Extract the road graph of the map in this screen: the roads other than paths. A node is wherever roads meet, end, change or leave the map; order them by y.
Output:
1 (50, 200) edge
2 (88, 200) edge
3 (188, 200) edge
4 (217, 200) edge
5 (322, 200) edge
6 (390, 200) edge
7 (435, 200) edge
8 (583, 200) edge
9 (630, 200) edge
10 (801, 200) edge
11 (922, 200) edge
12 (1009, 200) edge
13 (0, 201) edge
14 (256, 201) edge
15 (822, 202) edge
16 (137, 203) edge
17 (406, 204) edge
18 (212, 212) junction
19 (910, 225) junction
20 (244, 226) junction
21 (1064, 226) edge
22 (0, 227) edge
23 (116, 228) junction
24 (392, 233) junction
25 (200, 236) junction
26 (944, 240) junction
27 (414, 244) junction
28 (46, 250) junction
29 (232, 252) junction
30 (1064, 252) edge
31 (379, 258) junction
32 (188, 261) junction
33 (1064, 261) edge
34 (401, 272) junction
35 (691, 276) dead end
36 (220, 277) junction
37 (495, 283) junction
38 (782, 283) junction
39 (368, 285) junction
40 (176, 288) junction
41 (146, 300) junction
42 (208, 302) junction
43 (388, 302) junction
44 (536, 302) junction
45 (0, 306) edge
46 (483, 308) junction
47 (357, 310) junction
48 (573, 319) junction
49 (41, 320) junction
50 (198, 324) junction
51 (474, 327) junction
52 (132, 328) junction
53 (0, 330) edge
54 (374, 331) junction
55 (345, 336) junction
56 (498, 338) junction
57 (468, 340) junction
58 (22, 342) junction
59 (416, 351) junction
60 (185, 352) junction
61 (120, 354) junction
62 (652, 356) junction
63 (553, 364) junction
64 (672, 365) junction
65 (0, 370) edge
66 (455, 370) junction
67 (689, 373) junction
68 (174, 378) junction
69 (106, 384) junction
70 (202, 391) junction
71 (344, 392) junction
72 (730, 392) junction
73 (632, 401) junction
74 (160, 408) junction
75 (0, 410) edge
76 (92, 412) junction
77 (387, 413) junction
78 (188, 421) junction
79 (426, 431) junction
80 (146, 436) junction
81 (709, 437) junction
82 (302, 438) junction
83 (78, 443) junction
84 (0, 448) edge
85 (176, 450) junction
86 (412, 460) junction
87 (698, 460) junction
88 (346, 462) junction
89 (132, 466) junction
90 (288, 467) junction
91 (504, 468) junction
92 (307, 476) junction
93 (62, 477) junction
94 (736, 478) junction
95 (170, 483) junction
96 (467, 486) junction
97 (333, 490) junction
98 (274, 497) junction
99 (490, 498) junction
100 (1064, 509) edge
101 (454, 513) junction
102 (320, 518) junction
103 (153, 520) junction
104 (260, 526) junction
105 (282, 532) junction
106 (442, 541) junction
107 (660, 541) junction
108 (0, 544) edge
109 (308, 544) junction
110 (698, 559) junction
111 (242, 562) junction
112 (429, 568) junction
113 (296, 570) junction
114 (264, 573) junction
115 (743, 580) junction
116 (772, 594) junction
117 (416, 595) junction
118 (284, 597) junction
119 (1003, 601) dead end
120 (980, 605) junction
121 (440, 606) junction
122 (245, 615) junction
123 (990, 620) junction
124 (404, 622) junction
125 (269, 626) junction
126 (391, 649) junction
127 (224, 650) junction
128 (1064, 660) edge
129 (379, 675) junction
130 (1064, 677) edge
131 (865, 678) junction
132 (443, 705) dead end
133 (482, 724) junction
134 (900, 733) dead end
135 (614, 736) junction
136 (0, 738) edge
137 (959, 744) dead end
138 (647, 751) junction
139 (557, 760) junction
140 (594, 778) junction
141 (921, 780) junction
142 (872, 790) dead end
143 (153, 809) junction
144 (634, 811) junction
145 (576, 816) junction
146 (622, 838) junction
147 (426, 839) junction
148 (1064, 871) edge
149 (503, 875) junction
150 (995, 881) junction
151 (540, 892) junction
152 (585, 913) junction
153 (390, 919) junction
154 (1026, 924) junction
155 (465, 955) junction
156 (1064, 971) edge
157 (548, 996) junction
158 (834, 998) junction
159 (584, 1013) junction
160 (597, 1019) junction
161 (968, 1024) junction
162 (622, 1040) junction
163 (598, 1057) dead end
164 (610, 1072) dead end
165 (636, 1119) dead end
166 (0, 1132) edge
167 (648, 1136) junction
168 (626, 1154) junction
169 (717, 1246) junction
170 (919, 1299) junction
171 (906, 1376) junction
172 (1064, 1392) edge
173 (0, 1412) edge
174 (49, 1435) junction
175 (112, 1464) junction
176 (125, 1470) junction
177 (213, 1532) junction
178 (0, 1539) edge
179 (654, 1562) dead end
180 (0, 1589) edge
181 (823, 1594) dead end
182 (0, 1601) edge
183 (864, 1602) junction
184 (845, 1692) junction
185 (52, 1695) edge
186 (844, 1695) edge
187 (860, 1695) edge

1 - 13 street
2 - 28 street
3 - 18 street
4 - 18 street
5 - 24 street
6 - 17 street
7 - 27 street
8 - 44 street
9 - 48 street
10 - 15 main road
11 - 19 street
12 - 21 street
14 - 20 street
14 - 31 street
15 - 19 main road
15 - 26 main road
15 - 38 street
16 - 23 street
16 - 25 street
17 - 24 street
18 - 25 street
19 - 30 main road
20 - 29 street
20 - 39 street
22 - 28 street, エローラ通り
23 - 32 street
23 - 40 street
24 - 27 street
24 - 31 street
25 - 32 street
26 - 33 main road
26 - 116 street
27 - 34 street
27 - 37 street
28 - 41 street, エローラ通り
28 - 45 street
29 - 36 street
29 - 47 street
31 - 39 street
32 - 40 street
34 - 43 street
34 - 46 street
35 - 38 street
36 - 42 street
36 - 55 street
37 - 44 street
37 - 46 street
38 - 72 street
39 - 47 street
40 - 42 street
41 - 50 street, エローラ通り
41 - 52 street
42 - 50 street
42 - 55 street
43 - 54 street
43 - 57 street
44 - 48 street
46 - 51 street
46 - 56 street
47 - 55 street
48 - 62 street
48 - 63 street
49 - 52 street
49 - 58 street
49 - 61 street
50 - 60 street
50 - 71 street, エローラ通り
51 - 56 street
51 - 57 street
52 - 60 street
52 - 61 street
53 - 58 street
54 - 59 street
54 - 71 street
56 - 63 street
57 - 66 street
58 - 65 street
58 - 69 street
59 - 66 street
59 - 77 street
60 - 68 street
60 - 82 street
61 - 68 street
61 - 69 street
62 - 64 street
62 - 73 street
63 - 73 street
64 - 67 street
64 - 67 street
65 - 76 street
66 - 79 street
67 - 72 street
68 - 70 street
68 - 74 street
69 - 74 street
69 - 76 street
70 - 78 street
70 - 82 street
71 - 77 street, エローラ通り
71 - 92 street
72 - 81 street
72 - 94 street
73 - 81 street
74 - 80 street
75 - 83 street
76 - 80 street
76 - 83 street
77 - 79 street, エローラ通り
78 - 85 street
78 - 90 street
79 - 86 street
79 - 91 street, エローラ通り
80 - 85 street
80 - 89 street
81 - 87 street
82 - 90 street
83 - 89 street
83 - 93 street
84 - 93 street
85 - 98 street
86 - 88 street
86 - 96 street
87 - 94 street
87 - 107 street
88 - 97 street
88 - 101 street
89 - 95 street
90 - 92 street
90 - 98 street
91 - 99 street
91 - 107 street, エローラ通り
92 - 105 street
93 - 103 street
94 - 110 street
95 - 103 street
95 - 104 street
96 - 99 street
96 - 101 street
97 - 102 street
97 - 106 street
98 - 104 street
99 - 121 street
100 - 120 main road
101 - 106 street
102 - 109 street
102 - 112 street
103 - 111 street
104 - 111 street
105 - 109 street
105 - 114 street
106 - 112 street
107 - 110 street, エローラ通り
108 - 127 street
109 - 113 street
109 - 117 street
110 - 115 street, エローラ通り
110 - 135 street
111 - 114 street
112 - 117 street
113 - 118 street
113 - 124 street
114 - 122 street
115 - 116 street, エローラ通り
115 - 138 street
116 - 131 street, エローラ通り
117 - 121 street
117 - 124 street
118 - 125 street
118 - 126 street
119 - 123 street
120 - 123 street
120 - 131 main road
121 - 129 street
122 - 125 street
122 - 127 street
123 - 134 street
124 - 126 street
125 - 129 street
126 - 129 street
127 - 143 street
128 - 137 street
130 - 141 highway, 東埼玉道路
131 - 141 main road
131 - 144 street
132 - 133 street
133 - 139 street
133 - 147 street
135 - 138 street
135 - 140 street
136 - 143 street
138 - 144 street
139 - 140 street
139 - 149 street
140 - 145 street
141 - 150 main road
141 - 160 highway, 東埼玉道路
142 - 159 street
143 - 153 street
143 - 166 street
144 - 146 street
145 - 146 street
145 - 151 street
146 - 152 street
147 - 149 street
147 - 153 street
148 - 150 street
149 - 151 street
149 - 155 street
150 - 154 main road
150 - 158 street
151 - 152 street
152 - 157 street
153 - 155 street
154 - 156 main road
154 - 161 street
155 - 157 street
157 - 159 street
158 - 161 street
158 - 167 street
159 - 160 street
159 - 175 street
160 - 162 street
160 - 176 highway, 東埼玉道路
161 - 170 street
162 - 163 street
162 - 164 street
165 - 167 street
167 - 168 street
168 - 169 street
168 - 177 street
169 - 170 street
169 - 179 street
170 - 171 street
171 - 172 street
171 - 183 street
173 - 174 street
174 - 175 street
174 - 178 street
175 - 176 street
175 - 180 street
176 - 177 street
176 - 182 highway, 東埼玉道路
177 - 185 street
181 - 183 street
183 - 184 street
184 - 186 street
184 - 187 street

---------------

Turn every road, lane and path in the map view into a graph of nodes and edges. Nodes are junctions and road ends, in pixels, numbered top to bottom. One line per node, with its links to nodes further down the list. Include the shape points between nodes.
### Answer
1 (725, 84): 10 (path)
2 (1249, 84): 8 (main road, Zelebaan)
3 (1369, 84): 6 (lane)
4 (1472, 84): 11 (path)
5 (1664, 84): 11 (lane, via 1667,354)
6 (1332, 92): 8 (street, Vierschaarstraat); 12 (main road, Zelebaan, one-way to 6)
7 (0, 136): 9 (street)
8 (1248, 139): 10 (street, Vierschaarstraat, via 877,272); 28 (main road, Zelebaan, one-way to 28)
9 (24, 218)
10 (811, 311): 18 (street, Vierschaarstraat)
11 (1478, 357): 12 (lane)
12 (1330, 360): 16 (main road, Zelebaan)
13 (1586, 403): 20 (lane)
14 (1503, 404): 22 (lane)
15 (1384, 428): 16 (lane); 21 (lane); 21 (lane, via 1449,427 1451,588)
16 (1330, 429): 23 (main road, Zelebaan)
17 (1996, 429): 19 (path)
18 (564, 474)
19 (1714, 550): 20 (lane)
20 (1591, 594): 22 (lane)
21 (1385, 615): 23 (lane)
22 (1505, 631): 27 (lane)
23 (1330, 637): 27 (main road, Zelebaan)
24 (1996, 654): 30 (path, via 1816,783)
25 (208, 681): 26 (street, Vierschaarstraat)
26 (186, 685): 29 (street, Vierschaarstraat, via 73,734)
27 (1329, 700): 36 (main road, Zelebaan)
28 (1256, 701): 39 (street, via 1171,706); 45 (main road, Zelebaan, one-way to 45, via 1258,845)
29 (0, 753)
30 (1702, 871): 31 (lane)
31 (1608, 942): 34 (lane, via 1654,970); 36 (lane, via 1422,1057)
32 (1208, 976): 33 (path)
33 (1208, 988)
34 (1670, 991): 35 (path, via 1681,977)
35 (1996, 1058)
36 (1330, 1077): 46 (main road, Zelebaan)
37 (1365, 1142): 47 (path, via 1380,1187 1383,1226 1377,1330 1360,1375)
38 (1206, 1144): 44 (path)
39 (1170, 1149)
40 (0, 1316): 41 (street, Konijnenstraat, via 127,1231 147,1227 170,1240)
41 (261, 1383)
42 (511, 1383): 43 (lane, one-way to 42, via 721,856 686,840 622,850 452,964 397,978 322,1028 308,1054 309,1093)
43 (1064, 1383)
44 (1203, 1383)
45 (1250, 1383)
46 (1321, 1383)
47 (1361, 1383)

---------------

### [Problem description]
Of the lines above, show those in which "東埼玉道路" appears.

### [Expected output]
130 - 141 highway, 東埼玉道路
141 - 160 highway, 東埼玉道路
160 - 176 highway, 東埼玉道路
176 - 182 highway, 東埼玉道路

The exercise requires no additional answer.